Pedersen's second grounds of appeal must also be rejected. That ground -- alleging arbitrary or capricious action or abuse of discretion -- is typically invoked with regard to procedural rulings. See Steer, Inc. v. Department of Revenue, 245 Mont. 470, 475, 803 P.2d 601 (1990); but see Silva v. City of Columbia Falls, 258 Mont. 329, 335 852 P.2d 671 (1992) (applying the arbitrary or capricious standard of review to a Police Commissioner's decision which fixed the date disability benefits were to commence). Even if the standard can be used in reviewing findings of fact and conclusions of law, the hearing examiner's decision in this case did not amount to an abuse of discretion. As already discussed, it was supported by substantial credible evidence. A decision which is supported by reliable, probative and substantial evidence cannot be characterized as arbitrary or capricious or an abuse of discretion.

Finally, the decision below did not violate statutory provisions. The hearing examiner properly considered the return to work options specified by section 39-71-1012, MCA.

Having considered and rejected all of the grounds advanced by Pedersen in support of her appeal, the DLI Order finding option (c) to be the most appropriate option must be affirmed.
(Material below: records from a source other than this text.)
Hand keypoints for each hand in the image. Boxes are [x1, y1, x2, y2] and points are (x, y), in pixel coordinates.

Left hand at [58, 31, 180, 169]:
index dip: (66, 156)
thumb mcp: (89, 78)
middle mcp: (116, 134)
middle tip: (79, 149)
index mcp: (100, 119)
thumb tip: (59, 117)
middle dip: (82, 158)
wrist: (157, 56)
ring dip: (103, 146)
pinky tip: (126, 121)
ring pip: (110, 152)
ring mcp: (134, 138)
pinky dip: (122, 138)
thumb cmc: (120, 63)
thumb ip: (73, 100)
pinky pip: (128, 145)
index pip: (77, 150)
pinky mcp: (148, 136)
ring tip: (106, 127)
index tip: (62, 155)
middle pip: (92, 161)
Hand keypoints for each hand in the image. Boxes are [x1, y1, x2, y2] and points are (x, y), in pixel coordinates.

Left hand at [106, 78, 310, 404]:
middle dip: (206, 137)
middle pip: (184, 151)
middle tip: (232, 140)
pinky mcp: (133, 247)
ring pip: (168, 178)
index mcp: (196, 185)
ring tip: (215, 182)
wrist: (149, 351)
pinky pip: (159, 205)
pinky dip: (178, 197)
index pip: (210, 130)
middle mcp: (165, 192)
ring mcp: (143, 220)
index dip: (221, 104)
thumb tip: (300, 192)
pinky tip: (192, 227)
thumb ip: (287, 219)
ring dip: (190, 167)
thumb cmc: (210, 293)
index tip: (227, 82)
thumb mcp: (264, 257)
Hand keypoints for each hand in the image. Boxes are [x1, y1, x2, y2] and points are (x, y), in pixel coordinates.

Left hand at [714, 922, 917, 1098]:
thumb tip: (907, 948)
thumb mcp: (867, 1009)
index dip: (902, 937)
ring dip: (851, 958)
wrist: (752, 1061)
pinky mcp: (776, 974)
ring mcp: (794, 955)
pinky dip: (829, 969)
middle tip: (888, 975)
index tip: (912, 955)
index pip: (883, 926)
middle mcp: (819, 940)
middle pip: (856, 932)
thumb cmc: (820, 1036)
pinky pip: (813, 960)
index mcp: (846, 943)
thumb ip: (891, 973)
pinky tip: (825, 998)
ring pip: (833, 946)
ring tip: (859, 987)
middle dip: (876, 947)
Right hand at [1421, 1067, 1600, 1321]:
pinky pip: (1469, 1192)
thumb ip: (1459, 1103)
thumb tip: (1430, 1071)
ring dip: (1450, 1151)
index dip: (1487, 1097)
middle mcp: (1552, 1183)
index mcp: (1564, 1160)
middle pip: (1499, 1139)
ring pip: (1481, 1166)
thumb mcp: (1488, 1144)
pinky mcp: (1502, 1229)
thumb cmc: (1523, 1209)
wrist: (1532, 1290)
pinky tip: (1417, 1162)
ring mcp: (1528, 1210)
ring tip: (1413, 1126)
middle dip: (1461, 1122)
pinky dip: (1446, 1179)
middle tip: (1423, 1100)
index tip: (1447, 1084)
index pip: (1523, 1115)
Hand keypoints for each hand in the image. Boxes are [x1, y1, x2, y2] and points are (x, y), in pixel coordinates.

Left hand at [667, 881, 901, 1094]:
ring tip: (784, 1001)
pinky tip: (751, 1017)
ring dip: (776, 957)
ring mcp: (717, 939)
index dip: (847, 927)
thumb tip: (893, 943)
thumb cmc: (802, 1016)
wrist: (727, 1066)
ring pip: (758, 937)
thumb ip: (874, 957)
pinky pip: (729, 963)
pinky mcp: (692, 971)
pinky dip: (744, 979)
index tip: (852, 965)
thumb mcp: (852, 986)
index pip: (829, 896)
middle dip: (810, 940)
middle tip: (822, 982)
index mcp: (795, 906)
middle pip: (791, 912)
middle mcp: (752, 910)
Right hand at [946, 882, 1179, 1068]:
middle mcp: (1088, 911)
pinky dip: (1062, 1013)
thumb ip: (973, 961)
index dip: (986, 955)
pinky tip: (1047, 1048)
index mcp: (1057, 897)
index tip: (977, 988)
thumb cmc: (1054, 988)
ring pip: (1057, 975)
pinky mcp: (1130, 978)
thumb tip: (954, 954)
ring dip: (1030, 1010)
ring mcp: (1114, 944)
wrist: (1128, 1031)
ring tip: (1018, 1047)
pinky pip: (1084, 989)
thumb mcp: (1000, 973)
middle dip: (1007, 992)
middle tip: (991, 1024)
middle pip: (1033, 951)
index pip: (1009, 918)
Remaining for decision is the State Fund's cross-appeal asking the Court to reverse the Interim Order Provisionally Reinstating Total Rehabilitation Benefits and Pedersen's request that the Court reverse the hearing examiner's order directing her to repay the total rehabilitation benefits she received under the Interim Order.

The authority of the DLI to order payment of total rehabilitation benefits was addressed in an April 22, 1994 decision in State Compensation Insurance Fund v. Mark Allen Peterson, WCC No. 9404-7039. In that case the Court held that an insurer cannot be required to pay total rehabilitation benefits after the DLI issues its "initial order of determination." The applicability of that decision in this case should be obvious. The hearing examiner erred in ordering interim benefits in the first place. Therefore, his order directing Pedersen to repay those benefits is not erroneous. Reil v. State Compensation Insurance Fund, 254 Mont. 274, 837 P.2d 13334 (1992)(holding that moneys received pursuant to a judgment that is subsequently reversed must be repaid). Moreover, the interim order stated that Pedersen would have to repay the benefits if option (c) were approved. Pedersen therefore accepted the benefits with the understanding that she might have to repay them.

The Interim Order of the DLI is therefore reversed but the hearing examiner's order directing Pedersen to repay benefits received by her pursuant to the Interim Order is affirmed.

ORDER

The decision of the DLI which finds option (c) under section 39-71-1012, MCA (1989) to be the most appropriate rehabilitation option for Mary L. Pedersen is affirmed.

The Interim Order of the DLI is reversed but the hearing examiner's order directing Pedersen to repay benefits received by her pursuant to the Interim Order is affirmed.

DATED in Helena, Montana, this 8th day of August, 1994.

(SEAL)

/s/ Mike McCarter
JUDGE

c: Mr. Shaun R. Thompson
Mr. Charles G. Adams

1. 1991 Laws of Montana, ch. 574, 14.

2. Later, on June 9, 1993, the Workers' Compensation Court issued an Order Withdrawing April 9, 1993 order on appeal.

3. Weggenman testified that he did not have claimant's "whole background" in front of him and was not aware of her complete job background. (Tr. at 27.)

4. Dr. Hinde's evaluation is discussed later in this decision.